Activity:
In the data below, find each line that contains the word "main" and copy it.
BEGIN
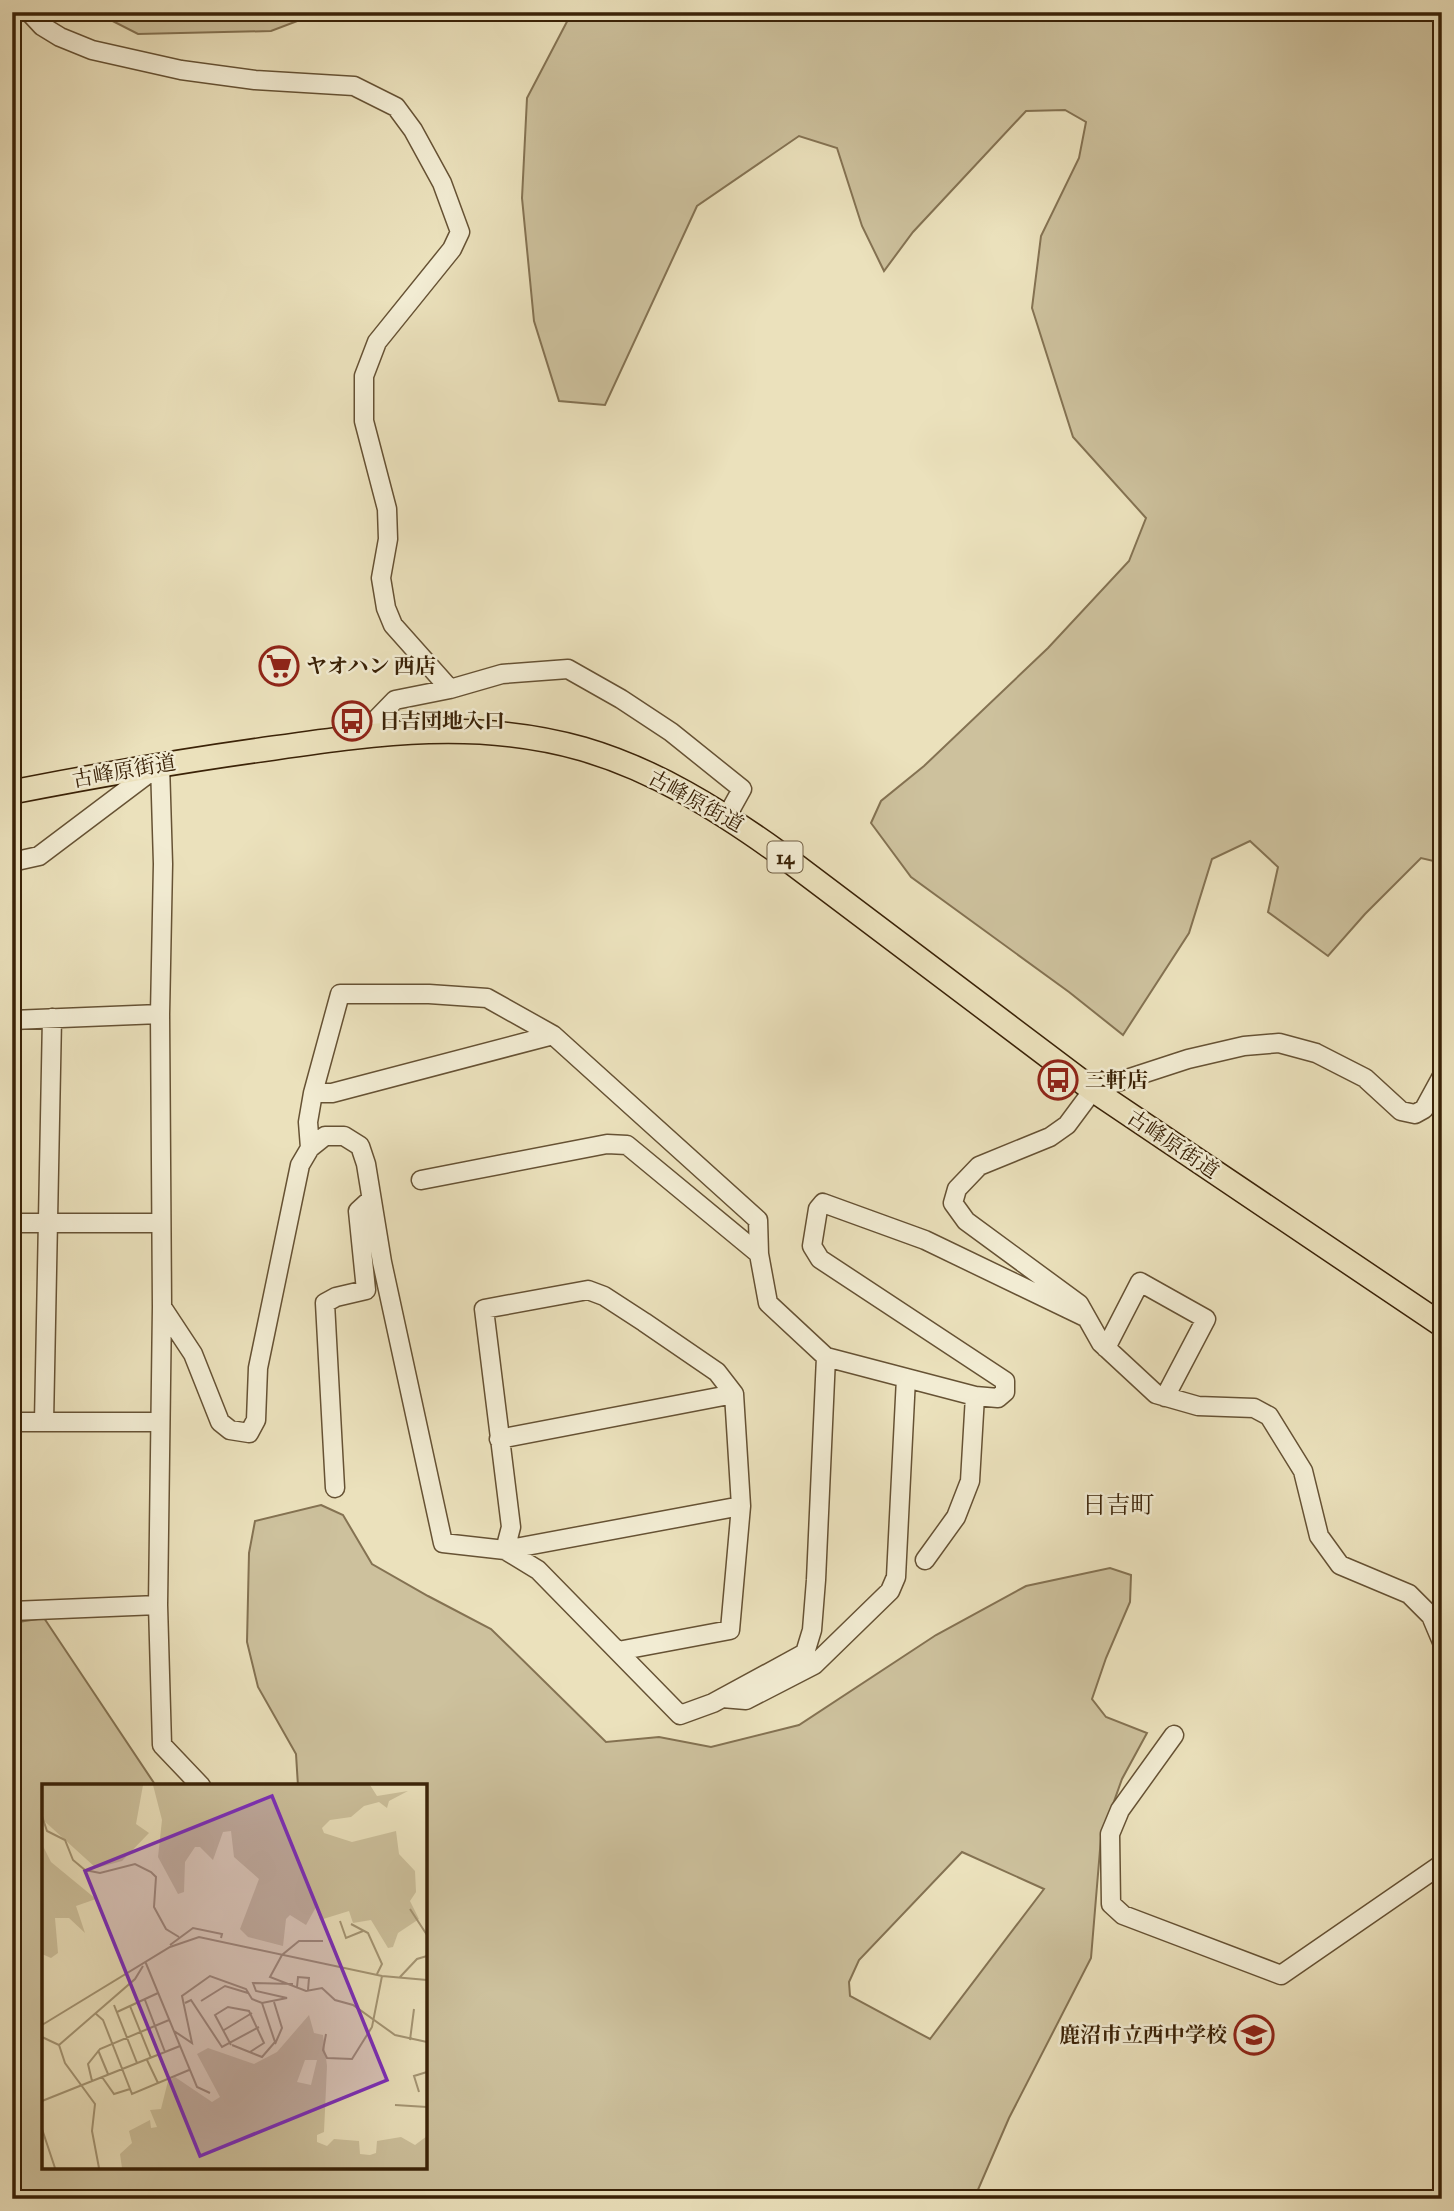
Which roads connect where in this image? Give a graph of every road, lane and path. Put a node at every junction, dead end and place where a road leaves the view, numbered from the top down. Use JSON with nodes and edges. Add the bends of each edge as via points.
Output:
{"nodes":[{"id":1,"x":29,"y":12,"type":"edge"},
{"id":2,"x":450,"y":689,"type":"junction"},
{"id":3,"x":360,"y":736,"type":"junction"},
{"id":4,"x":160,"y":764,"type":"junction"},
{"id":5,"x":12,"y":792,"type":"edge"},
{"id":6,"x":727,"y":816,"type":"junction"},
{"id":7,"x":12,"y":862,"type":"edge"},
{"id":8,"x":160,"y":1014,"type":"junction"},
{"id":9,"x":52,"y":1018,"type":"junction"},
{"id":10,"x":12,"y":1020,"type":"edge"},
{"id":11,"x":553,"y":1035,"type":"junction"},
{"id":12,"x":1442,"y":1076,"type":"edge"},
{"id":13,"x":1093,"y":1090,"type":"junction"},
{"id":14,"x":313,"y":1093,"type":"junction"},
{"id":15,"x":310,"y":1148,"type":"junction"},
{"id":16,"x":421,"y":1180,"type":"dead end"},
{"id":17,"x":371,"y":1199,"type":"junction"},
{"id":18,"x":12,"y":1223,"type":"edge"},
{"id":19,"x":48,"y":1223,"type":"junction"},
{"id":20,"x":161,"y":1223,"type":"junction"},
{"id":21,"x":759,"y":1254,"type":"junction"},
{"id":22,"x":162,"y":1307,"type":"junction"},
{"id":23,"x":1087,"y":1318,"type":"junction"},
{"id":24,"x":1442,"y":1325,"type":"edge"},
{"id":25,"x":1106,"y":1348,"type":"junction"},
{"id":26,"x":826,"y":1357,"type":"junction"},
{"id":27,"x":906,"y":1378,"type":"junction"},
{"id":28,"x":734,"y":1394,"type":"junction"},
{"id":29,"x":975,"y":1396,"type":"junction"},
{"id":30,"x":1165,"y":1397,"type":"junction"},
{"id":31,"x":12,"y":1422,"type":"edge"},
{"id":32,"x":44,"y":1422,"type":"junction"},
{"id":33,"x":160,"y":1422,"type":"junction"},
{"id":34,"x":499,"y":1439,"type":"junction"},
{"id":35,"x":335,"y":1488,"type":"dead end"},
{"id":36,"x":741,"y":1506,"type":"junction"},
{"id":37,"x":505,"y":1550,"type":"junction"},
{"id":38,"x":925,"y":1560,"type":"dead end"},
{"id":39,"x":158,"y":1605,"type":"junction"},
{"id":40,"x":12,"y":1611,"type":"edge"},
{"id":41,"x":1442,"y":1642,"type":"edge"},
{"id":42,"x":618,"y":1651,"type":"junction"},
{"id":43,"x":722,"y":1698,"type":"junction"},
{"id":44,"x":1174,"y":1735,"type":"dead end"},
{"id":45,"x":199,"y":1784,"type":"edge"},
{"id":46,"x":1442,"y":1864,"type":"edge"}],
"edges":[{"from":1,"to":2,"type":"street","via":[[42,26],[81,46],[170,68],[255,80],[354,86],[396,107],[413,130],[442,183],[460,232],[453,249],[377,342],[364,376],[364,421],[387,509],[388,539],[381,578],[386,608],[394,625]]},
{"from":2,"to":3,"type":"street","via":[[395,700]]},
{"from":2,"to":6,"type":"street","via":[[502,674],[568,669],[671,732],[742,789]]},
{"from":3,"to":4,"type":"main road","name":"古峰原街道","number":"14"},
{"from":3,"to":6,"type":"main road","name":"古峰原街道","number":"14","via":[[418,730],[477,731],[583,749],[634,767]]},
{"from":4,"to":5,"type":"main road","name":"古峰原街道","number":"14"},
{"from":4,"to":7,"type":"street","via":[[39,856]]},
{"from":4,"to":8,"type":"street"},
{"from":6,"to":13,"type":"main road","name":"古峰原街道","number":"14"},
{"from":8,"to":9,"type":"street"},
{"from":8,"to":20,"type":"street"},
{"from":9,"to":10,"type":"street"},
{"from":9,"to":19,"type":"street"},
{"from":11,"to":14,"type":"street","via":[[332,1093]]},
{"from":11,"to":14,"type":"street","via":[[487,998],[340,994]]},
{"from":11,"to":21,"type":"street","via":[[758,1220]]},
{"from":12,"to":13,"type":"street","via":[[1423,1109],[1415,1114],[1401,1111],[1365,1078],[1316,1053],[1279,1043],[1188,1059]]},
{"from":13,"to":23,"type":"street","via":[[1067,1125],[1050,1137],[979,1166],[957,1189],[953,1203],[966,1221],[1079,1304]]},
{"from":13,"to":24,"type":"main road","name":"古峰原街道","number":"14"},
{"from":14,"to":15,"type":"street"},
{"from":15,"to":17,"type":"street","via":[[326,1136],[344,1136],[360,1146]]},
{"from":15,"to":22,"type":"street","via":[[300,1165],[258,1368],[256,1420],[248,1433],[230,1430],[220,1422],[193,1354]]},
{"from":16,"to":21,"type":"street","via":[[607,1144],[627,1145]]},
{"from":17,"to":35,"type":"street","via":[[358,1210],[366,1290],[325,1303]]},
{"from":17,"to":37,"type":"street","via":[[443,1543]]},
{"from":18,"to":19,"type":"street"},
{"from":19,"to":20,"type":"street"},
{"from":19,"to":32,"type":"street"},
{"from":20,"to":22,"type":"street"},
{"from":21,"to":26,"type":"street","via":[[768,1303]]},
{"from":22,"to":33,"type":"street"},
{"from":23,"to":25,"type":"street"},
{"from":23,"to":29,"type":"street","via":[[925,1240],[823,1203],[812,1246],[820,1259],[1005,1381],[1005,1392],[998,1398]]},
{"from":25,"to":30,"type":"street"},
{"from":25,"to":30,"type":"street","via":[[1140,1282],[1206,1319]]},
{"from":26,"to":27,"type":"street"},
{"from":26,"to":43,"type":"street","via":[[817,1580],[805,1653]]},
{"from":27,"to":29,"type":"street"},
{"from":27,"to":43,"type":"street","via":[[896,1577],[890,1591],[814,1665],[746,1700]]},
{"from":28,"to":34,"type":"street"},
{"from":28,"to":34,"type":"street","via":[[717,1372],[634,1315],[588,1290],[484,1309]]},
{"from":28,"to":36,"type":"street"},
{"from":29,"to":38,"type":"street","via":[[970,1481],[956,1517]]},
{"from":30,"to":41,"type":"street","via":[[1198,1406],[1254,1408],[1269,1416],[1303,1471],[1319,1536],[1340,1565],[1409,1594],[1431,1616]]},
{"from":31,"to":32,"type":"street"},
{"from":32,"to":33,"type":"street"},
{"from":33,"to":39,"type":"street"},
{"from":34,"to":37,"type":"street","via":[[511,1527]]},
{"from":36,"to":37,"type":"street"},
{"from":36,"to":42,"type":"street","via":[[730,1630]]},
{"from":37,"to":42,"type":"street","via":[[538,1570]]},
{"from":39,"to":40,"type":"street"},
{"from":39,"to":45,"type":"street","via":[[162,1745]]},
{"from":42,"to":43,"type":"street","via":[[680,1715]]},
{"from":44,"to":46,"type":"street","via":[[1120,1810],[1110,1834],[1111,1903],[1123,1915],[1281,1975]]}]}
END
Answer for the task:
{"from":3,"to":4,"type":"main road","name":"古峰原街道","number":"14"},
{"from":3,"to":6,"type":"main road","name":"古峰原街道","number":"14","via":[[418,730],[477,731],[583,749],[634,767]]},
{"from":4,"to":5,"type":"main road","name":"古峰原街道","number":"14"},
{"from":6,"to":13,"type":"main road","name":"古峰原街道","number":"14"},
{"from":13,"to":24,"type":"main road","name":"古峰原街道","number":"14"},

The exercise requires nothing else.